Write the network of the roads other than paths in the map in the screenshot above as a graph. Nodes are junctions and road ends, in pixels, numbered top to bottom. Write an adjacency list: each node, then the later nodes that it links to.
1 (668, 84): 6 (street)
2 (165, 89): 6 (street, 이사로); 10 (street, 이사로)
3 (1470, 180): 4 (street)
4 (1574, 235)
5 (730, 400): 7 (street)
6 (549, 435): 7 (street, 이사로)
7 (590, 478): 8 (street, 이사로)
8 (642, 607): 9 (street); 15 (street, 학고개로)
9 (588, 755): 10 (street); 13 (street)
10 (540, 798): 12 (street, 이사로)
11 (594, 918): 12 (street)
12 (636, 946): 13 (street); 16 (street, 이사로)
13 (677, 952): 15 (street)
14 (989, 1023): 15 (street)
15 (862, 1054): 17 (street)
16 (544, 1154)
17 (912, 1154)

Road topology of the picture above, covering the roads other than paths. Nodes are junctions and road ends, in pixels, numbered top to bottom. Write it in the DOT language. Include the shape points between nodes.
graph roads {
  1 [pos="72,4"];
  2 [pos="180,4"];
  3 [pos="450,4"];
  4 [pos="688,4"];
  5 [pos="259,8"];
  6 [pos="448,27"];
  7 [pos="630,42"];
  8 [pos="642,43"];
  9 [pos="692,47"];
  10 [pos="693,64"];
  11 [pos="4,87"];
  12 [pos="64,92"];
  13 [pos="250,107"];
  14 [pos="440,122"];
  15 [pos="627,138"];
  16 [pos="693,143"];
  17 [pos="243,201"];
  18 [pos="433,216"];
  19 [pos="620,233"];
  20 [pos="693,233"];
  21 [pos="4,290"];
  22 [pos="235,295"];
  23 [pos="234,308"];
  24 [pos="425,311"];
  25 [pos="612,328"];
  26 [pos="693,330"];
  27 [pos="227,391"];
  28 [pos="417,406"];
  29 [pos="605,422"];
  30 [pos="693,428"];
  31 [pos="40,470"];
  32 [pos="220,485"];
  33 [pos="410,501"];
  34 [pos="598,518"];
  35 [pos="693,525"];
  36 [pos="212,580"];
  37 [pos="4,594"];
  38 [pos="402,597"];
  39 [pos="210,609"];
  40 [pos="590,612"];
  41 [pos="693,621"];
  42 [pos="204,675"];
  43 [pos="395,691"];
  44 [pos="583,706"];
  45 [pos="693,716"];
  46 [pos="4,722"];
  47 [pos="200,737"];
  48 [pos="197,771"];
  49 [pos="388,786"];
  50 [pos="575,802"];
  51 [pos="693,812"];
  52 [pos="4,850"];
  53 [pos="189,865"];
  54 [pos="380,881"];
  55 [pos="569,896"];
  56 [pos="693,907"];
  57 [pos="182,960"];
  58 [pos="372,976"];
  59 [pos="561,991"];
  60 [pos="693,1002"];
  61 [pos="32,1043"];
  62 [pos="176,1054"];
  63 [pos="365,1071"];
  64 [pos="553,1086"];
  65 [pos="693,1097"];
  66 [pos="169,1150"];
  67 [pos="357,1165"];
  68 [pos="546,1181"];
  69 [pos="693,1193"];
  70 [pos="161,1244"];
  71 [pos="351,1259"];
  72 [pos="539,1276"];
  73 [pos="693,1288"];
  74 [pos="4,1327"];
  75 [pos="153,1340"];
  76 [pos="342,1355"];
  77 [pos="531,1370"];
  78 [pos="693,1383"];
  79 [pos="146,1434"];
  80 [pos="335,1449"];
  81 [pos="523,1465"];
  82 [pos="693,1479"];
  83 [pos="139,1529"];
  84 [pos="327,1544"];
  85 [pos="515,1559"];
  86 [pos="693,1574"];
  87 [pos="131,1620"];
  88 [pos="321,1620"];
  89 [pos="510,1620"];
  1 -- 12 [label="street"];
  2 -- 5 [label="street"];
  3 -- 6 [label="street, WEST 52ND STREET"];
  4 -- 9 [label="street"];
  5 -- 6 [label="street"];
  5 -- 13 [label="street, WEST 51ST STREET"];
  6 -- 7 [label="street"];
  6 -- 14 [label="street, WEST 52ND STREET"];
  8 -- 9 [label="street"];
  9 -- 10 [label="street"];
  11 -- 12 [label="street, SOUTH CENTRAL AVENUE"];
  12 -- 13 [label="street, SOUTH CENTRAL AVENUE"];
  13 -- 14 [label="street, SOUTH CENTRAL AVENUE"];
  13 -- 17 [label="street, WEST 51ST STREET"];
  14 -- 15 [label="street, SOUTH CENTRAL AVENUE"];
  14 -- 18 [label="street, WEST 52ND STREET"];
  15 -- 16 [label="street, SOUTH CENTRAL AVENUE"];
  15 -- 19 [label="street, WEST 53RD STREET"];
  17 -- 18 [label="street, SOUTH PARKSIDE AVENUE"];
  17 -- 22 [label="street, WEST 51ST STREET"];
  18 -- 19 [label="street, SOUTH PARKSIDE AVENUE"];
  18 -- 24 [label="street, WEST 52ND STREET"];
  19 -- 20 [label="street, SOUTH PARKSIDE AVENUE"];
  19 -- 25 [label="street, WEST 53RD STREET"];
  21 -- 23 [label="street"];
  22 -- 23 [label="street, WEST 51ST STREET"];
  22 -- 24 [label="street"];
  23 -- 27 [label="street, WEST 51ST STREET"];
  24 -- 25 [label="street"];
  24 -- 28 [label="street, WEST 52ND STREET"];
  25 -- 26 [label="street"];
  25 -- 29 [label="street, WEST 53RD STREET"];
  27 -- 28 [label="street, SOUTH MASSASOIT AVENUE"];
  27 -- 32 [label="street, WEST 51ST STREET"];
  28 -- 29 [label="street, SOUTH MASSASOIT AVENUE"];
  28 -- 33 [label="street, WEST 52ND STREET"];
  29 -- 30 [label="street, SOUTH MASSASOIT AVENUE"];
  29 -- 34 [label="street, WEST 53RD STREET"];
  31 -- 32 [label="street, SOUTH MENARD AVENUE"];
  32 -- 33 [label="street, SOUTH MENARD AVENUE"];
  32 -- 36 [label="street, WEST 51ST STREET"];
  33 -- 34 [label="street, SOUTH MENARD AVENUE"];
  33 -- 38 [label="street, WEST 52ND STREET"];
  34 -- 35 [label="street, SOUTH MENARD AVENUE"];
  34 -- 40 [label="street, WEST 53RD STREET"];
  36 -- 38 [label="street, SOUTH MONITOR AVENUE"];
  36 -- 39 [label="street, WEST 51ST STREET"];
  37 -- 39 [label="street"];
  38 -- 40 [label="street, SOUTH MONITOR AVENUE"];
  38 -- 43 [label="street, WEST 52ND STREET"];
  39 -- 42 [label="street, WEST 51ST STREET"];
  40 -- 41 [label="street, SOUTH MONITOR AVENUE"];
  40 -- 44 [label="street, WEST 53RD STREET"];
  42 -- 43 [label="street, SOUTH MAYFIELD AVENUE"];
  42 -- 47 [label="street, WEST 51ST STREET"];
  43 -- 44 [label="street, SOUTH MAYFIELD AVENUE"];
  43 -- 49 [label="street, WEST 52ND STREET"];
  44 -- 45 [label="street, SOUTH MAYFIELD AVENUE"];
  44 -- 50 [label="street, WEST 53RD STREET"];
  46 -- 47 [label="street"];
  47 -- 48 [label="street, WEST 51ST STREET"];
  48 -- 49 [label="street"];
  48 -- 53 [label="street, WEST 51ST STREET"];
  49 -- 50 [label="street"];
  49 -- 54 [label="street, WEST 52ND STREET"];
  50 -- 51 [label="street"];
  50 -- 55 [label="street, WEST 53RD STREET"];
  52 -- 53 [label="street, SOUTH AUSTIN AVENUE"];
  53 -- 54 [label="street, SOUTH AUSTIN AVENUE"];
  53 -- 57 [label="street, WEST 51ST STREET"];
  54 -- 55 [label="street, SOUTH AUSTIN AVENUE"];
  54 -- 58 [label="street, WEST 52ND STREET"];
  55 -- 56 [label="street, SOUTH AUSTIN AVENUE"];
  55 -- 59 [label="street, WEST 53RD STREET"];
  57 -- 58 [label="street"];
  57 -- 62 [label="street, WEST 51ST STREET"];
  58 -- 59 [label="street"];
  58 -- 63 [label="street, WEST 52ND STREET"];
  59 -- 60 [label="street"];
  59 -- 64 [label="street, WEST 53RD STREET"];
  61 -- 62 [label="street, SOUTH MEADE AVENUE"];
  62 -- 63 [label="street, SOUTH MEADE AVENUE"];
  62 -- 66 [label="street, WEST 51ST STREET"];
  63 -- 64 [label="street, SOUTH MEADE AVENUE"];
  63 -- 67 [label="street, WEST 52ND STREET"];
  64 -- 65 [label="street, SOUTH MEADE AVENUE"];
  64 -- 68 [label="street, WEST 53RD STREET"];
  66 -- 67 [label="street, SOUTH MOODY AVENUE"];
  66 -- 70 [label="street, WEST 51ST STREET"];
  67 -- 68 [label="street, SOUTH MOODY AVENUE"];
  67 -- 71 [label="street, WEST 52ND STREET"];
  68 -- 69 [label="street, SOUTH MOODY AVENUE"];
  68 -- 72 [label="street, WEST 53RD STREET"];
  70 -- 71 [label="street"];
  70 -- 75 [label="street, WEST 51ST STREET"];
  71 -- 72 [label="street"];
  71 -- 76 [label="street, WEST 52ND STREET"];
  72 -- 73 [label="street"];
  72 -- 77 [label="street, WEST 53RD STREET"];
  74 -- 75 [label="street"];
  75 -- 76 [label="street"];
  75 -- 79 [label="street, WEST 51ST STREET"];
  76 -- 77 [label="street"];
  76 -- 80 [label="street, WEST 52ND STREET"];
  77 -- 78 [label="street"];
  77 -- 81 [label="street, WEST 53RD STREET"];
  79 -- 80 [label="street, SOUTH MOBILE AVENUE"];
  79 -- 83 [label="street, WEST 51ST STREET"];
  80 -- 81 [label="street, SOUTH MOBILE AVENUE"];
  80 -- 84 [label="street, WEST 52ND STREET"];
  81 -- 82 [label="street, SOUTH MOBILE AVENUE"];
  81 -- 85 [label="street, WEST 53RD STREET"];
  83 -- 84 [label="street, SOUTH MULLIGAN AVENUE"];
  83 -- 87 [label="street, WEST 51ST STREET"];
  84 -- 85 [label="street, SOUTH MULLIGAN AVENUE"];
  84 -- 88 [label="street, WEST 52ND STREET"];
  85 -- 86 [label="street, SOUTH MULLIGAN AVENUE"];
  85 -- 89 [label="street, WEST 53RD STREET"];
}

• • • • •

EXERCISE
Take each line of the material above that holds the string "junctions" and copy it.

RESPONSE BELOW
Write the network of the roads other than paths in the map in the screenshot above as a graph. Nodes are junctions and road ends, in pixels, numbered top to bottom. Write an adjacency list: each node, then the later nodes that it links to.
Road topology of the picture above, covering the roads other than paths. Nodes are junctions and road ends, in pixels, numbered top to bottom. Write it in the DOT language. Include the shape points between nodes.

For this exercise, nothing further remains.